_WORK ORDER_. One number is all that is asked for: the number of lines below that hold the string "Bernard".

[[ MATERIALS PROVIDED open ]]

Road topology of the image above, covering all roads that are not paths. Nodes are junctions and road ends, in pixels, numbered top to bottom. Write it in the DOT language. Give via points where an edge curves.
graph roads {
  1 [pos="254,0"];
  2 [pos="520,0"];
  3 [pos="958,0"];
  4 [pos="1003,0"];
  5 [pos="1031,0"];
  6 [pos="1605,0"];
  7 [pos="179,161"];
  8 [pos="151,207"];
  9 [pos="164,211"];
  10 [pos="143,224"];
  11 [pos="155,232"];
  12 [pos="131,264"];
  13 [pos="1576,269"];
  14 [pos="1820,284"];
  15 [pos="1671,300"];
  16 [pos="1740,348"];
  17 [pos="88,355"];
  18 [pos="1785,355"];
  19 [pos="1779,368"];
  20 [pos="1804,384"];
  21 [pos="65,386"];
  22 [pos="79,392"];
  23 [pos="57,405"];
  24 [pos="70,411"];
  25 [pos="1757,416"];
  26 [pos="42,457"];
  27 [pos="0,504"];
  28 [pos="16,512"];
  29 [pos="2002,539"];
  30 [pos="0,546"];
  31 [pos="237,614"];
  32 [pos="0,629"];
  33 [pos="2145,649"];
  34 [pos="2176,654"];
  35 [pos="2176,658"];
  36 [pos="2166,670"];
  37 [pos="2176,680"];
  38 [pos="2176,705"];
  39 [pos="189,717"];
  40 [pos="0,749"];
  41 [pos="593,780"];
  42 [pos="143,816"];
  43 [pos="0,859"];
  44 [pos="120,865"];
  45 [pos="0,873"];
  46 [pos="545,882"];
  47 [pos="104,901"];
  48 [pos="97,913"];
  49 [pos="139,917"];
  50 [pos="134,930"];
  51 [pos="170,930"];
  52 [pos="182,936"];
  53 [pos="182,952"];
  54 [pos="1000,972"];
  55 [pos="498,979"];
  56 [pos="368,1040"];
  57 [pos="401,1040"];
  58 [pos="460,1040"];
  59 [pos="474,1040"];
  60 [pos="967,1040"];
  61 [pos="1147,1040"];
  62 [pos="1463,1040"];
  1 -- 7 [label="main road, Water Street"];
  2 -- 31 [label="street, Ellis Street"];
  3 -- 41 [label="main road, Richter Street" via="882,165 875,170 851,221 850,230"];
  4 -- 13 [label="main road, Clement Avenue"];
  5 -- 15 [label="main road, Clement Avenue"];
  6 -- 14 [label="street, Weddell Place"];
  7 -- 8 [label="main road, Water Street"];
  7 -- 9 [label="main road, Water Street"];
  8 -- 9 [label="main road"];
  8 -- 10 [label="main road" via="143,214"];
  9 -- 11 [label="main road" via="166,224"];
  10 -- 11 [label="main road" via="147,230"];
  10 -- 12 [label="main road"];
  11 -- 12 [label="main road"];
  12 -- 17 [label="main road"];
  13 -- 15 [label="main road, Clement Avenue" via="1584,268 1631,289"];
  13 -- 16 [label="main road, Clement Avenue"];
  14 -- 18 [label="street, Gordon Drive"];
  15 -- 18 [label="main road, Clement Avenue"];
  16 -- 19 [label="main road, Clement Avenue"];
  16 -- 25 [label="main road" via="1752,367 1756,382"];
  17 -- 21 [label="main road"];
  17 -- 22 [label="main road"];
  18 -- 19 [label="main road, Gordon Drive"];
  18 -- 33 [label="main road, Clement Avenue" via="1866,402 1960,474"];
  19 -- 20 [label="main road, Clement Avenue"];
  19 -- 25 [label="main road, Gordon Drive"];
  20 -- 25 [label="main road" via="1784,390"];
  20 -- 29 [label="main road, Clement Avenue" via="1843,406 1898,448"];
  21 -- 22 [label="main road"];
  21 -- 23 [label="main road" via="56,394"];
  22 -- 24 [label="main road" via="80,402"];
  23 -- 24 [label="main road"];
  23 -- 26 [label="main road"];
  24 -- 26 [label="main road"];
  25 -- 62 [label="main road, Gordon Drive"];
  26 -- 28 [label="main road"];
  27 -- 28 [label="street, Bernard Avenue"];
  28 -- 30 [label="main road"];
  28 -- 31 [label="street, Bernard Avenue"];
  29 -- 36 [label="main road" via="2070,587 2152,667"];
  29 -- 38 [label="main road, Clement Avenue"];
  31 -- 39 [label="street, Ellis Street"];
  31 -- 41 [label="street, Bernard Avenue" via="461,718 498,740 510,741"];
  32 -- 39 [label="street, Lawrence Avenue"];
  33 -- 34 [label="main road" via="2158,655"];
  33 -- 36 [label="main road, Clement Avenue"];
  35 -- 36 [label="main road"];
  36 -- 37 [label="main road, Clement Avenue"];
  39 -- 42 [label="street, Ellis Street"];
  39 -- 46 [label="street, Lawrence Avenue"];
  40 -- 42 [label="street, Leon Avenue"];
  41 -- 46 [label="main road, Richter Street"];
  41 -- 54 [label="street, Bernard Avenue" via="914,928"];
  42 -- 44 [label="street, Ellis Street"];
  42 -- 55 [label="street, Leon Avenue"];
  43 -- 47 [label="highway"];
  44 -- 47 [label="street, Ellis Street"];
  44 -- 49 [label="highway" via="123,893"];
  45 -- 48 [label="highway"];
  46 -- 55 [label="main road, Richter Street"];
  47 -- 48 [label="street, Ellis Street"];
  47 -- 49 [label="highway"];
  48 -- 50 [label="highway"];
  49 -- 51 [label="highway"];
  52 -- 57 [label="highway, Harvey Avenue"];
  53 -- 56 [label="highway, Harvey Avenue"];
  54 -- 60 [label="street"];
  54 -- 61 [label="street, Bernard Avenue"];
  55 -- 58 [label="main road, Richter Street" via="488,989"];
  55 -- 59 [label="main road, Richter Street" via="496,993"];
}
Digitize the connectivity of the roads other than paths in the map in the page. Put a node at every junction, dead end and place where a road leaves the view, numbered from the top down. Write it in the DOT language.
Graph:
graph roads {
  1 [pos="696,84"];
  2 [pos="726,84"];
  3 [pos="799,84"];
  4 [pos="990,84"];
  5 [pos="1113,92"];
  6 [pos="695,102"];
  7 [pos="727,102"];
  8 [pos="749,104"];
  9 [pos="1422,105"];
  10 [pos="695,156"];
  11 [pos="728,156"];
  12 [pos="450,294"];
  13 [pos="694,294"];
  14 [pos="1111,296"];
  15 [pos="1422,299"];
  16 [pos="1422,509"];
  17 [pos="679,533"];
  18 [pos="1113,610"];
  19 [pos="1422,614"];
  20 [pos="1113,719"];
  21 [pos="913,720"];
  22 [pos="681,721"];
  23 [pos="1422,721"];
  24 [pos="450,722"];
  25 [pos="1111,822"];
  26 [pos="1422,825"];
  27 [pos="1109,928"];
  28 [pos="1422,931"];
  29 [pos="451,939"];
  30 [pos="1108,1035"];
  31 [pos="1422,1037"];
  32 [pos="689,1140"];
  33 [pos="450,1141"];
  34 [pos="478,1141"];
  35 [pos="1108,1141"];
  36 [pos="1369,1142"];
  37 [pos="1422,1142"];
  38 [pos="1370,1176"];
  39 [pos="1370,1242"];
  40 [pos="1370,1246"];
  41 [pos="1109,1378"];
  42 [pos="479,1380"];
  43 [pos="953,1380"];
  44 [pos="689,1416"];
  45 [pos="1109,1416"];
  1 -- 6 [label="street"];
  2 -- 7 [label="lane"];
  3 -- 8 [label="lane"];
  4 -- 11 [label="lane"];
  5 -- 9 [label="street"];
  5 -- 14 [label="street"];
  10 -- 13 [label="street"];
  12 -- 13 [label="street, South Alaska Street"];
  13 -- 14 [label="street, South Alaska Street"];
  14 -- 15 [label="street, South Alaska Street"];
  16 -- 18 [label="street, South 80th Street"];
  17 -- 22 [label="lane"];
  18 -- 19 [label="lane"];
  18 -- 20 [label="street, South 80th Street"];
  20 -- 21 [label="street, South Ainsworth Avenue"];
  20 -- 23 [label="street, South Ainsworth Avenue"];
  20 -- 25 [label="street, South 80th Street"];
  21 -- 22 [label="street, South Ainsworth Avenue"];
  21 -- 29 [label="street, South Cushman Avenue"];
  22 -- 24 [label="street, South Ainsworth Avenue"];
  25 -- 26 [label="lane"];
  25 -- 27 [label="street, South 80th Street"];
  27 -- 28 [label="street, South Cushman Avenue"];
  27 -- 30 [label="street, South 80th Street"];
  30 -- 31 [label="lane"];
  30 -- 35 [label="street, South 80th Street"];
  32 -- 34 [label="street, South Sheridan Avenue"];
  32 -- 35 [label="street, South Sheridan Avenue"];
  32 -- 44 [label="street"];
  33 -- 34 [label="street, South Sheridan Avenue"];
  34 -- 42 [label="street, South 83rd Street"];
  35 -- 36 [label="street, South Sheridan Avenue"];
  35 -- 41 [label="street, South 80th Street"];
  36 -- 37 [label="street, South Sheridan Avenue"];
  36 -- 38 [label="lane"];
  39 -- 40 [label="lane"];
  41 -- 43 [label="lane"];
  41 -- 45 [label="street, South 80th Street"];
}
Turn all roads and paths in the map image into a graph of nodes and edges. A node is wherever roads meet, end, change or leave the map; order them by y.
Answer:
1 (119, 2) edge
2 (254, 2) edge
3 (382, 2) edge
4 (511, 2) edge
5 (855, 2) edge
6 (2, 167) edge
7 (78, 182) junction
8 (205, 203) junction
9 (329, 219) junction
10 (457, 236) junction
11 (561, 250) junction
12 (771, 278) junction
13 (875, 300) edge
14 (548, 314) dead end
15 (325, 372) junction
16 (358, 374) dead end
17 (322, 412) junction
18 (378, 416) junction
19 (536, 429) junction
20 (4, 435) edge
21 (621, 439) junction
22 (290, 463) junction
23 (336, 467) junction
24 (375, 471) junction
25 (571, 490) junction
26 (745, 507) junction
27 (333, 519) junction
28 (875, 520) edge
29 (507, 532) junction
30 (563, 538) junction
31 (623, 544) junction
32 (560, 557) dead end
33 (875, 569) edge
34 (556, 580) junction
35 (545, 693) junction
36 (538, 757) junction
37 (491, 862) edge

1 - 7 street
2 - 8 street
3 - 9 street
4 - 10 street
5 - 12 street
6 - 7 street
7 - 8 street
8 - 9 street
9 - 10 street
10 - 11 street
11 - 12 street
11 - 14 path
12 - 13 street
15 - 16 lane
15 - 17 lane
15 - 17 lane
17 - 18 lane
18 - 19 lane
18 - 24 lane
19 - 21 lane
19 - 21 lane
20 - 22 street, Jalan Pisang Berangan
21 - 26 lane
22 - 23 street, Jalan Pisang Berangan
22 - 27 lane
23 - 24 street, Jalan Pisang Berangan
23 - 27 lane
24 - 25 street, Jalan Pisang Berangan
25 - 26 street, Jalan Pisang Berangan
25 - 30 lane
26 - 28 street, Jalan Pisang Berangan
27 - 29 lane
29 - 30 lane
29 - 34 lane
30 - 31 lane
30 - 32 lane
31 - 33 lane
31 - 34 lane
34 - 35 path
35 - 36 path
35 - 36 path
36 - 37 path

[[ MATERIALS PROVIDED closed ]]

_PROBLEM SOLUTION_. 5